WHAT IS NEEDED: What lines in the data below mention the string "dead"? Copy them out.

PROVIDED INFORMATION:
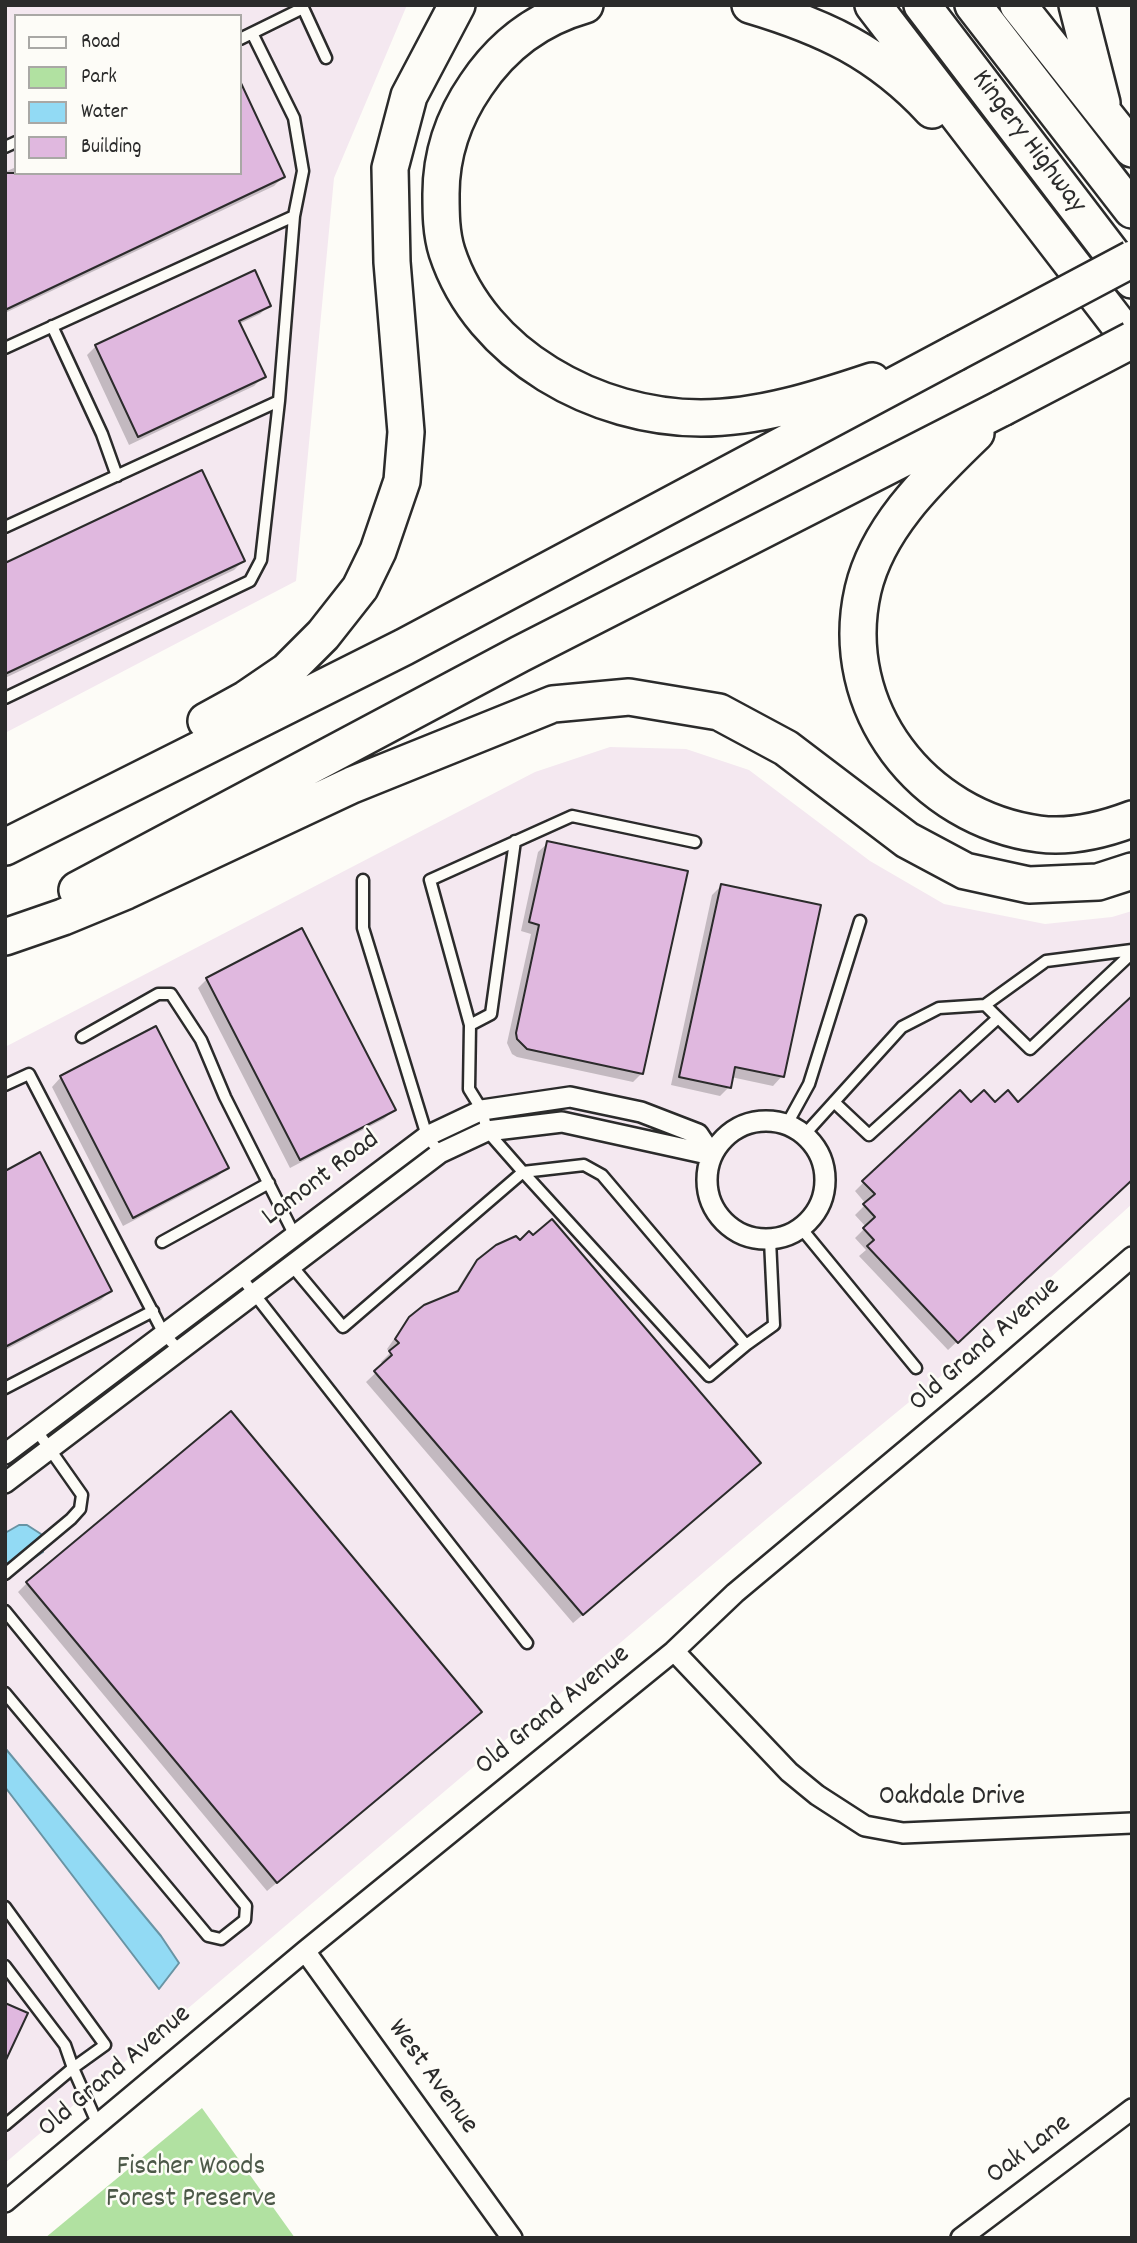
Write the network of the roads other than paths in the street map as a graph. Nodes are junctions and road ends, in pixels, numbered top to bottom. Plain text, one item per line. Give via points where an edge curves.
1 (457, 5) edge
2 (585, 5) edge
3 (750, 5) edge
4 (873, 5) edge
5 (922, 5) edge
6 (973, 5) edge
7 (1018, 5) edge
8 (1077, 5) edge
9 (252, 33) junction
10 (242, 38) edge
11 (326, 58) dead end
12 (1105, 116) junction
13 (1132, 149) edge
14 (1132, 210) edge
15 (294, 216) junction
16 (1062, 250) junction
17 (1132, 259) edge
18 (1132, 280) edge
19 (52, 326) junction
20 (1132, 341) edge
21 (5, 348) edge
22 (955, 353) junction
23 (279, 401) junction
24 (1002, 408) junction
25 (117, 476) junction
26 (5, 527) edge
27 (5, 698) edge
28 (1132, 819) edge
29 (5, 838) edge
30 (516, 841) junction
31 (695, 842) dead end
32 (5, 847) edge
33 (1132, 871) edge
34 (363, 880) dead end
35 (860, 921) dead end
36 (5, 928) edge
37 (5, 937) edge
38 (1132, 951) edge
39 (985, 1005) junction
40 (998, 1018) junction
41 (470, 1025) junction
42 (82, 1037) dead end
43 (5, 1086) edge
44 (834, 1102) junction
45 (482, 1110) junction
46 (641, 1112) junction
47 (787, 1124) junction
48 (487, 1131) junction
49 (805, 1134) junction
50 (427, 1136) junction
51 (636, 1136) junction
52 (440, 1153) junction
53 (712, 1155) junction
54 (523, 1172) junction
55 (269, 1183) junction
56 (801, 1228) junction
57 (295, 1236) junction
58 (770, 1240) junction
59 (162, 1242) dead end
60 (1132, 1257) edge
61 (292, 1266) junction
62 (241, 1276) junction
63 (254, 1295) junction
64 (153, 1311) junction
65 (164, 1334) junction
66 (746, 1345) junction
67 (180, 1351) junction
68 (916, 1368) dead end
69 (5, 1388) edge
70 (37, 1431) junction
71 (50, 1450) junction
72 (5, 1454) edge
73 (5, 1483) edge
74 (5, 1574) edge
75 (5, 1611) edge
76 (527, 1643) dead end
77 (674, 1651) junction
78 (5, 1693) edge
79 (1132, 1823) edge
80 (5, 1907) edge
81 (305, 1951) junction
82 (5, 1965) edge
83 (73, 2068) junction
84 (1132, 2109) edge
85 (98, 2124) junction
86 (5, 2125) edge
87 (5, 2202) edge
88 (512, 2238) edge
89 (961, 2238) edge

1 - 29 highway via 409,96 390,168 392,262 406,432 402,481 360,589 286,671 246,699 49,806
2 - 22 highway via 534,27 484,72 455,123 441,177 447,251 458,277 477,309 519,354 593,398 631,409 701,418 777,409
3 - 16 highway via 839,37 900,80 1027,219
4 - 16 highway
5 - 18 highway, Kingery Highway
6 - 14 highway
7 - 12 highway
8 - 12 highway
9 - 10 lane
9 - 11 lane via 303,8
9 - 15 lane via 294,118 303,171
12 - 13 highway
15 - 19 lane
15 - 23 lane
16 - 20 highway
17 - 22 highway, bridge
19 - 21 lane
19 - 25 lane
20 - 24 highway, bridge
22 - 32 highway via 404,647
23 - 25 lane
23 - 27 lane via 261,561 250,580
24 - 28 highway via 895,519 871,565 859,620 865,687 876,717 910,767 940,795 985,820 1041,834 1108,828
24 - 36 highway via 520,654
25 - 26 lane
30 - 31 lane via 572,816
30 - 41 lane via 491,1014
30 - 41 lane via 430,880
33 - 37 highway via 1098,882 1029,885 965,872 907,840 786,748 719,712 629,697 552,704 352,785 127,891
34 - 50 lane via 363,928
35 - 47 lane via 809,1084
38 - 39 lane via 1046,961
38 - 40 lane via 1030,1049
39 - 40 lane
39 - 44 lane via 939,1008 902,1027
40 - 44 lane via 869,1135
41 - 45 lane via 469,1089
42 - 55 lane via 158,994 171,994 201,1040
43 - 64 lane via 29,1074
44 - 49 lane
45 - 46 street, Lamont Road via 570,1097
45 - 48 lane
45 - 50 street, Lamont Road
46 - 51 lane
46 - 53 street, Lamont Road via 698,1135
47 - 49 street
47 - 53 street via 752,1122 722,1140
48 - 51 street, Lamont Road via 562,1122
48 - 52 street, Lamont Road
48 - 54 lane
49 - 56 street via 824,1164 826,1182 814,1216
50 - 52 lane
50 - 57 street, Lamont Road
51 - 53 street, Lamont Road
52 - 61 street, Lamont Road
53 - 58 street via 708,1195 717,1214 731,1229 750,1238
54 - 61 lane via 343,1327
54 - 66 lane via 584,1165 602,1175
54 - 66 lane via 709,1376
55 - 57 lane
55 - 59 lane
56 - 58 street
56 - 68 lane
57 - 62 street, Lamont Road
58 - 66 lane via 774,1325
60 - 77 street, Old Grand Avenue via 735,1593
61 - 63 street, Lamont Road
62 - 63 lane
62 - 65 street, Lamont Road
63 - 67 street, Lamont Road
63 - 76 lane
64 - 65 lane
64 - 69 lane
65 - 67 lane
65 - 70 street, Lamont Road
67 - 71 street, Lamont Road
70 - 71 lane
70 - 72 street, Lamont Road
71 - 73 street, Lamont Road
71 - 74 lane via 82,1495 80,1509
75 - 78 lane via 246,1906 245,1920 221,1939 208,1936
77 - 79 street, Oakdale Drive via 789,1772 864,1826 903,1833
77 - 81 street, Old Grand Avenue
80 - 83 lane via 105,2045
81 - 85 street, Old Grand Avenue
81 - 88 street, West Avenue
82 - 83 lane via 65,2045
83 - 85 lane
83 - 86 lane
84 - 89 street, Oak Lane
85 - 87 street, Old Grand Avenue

WRITTEN ANSWER:
11 (326, 58) dead end
31 (695, 842) dead end
34 (363, 880) dead end
35 (860, 921) dead end
42 (82, 1037) dead end
59 (162, 1242) dead end
68 (916, 1368) dead end
76 (527, 1643) dead end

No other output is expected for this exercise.